Para o vereador, esta situação ilustra bem a desconexão entre anúncio político e realidade operacional.
Na resposta, Joaquim Jorge rejeitou a ideia de uma inauguração fictícia e defendeu a importância estrutural do edifício para o concelho.
“Este edifício não é uma narrativa, é uma realidade.”
O presidente explicou que os atrasos resultam de problemas técnicos relacionados com a potência elétrica disponível, imputáveis à E-REDES, e que a transferência dos serviços está a ser feita de forma faseada, com monitorização dos consumos, até estarem reunidas todas as condições para a plena utilização do espaço.
Oficina de Artes: apresentação pública sem obra no terreno
João Costa incluiu também a Oficina de Artes no conjunto de projetos que, no seu entender, foram apresentados sem resultados visíveis no terreno. O vereador considerou que a população fica com a perceção de que o projeto está em curso quando, na prática, nada avançou.
Na resposta, o presidente esclareceu que, neste caso, não houve inauguração.
“Nós não fizemos nenhuma inauguração do projeto. Fizemos a apresentação pública do que vai acontecer.”
Segundo Joaquim Jorge, a apresentação teve como objetivo dar a conhecer o projeto à população antes do início da obra, afastando a ideia de que tenha sido criado um falso anúncio de execução.
Parque Urbano e Praceta Antonieta Sobral: primeira pedra lançada, obra parada
Outro ponto levantado por João Costa foi o atraso no Parque Urbano e, em particular, a situação da Praceta Antonieta Sobral, cuja primeira pedra foi lançada em fevereiro de 2024. Passados quase dois anos, segundo o vereador, não existe qualquer avanço visível.
“Passados quase dois anos, continua exatamente no mesmo ponto.”
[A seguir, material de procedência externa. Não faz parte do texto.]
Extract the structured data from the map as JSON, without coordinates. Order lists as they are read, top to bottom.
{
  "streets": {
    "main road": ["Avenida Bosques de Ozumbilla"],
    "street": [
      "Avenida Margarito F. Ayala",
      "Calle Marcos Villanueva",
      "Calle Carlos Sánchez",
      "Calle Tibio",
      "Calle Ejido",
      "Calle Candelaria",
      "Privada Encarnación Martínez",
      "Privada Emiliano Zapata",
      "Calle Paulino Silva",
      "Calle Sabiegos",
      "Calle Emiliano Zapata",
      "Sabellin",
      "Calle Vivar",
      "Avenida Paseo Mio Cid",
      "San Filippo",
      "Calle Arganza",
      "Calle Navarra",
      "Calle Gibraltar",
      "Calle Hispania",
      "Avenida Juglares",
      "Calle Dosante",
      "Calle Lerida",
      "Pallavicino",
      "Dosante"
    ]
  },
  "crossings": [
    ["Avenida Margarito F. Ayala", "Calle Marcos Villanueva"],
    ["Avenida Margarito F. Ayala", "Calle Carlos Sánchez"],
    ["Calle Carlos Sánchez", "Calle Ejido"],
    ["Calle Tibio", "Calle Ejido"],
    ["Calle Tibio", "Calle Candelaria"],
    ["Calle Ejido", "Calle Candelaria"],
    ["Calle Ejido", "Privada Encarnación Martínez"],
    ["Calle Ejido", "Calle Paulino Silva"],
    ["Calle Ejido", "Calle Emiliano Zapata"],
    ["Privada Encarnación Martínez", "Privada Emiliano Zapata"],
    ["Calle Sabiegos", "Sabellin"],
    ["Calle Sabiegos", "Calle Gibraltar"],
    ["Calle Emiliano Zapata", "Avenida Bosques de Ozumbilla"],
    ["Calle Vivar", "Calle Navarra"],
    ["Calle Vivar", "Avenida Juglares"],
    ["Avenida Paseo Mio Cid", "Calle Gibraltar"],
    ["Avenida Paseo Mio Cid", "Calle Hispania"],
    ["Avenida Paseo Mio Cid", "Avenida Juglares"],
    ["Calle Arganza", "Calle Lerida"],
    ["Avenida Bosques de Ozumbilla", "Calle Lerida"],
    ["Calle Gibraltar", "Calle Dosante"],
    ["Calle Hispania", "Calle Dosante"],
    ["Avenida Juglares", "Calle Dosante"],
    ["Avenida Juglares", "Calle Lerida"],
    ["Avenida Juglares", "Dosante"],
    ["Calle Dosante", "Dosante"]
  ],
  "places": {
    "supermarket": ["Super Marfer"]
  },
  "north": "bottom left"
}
Na resposta, Joaquim Jorge explicou que a intervenção na praceta resultou de uma iniciativa particular e que o projeto inicial apresentado à Câmara apontava para um custo elevado.
“O projeto apontava para perto de 200 mil euros, o que considerámos inaceitável.”
O presidente garantiu que será feito um investimento mais ajustado à dimensão do espaço e às necessidades do local, rejeitando a execução do projeto nos moldes inicialmente propostos.
Parque de Natal: inauguração sem funcionamento pleno
João Costa criticou ainda a inauguração do Parque de Natal sem que todas as atrações estivessem operacionais, considerando que a decisão foi precipitada.
“Quando se inaugura um Parque de Natal, pressupõe-se que ele esteja funcional no seu todo.”
Para o vereador, se não estão reunidas as condições, a inauguração deveria ser adiada, evitando frustração junto da população.
Joaquim Jorge justificou a situação com problemas meteorológicos e opções operacionais, sublinhando, ainda assim, o impacto global positivo do evento, sobretudo junto das famílias e das crianças.
Derrapagens e atrasos nas obras públicas
Na parte final da intervenção, João Costa questionou a normalização dos atrasos e das derrapagens financeiras em obras públicas, defendendo maior rigor no planeamento, fiscalização e execução.
“Há prolongamentos inexplicáveis em algumas obras.”
O vereador alertou para o risco de se aceitarem exceções como regra, criando um padrão de incumprimento dos prazos inicialmente anunciados.
Na resposta, Joaquim Jorge afirmou que atrasos e derrapagens são comuns em obras públicas de grande dimensão, devido a fatores legais, revisões de preços, condições atmosféricas e complexidade técnica.
“Não é nada normal no país termos uma obra escrupulosamente cumprida dentro do cronograma.”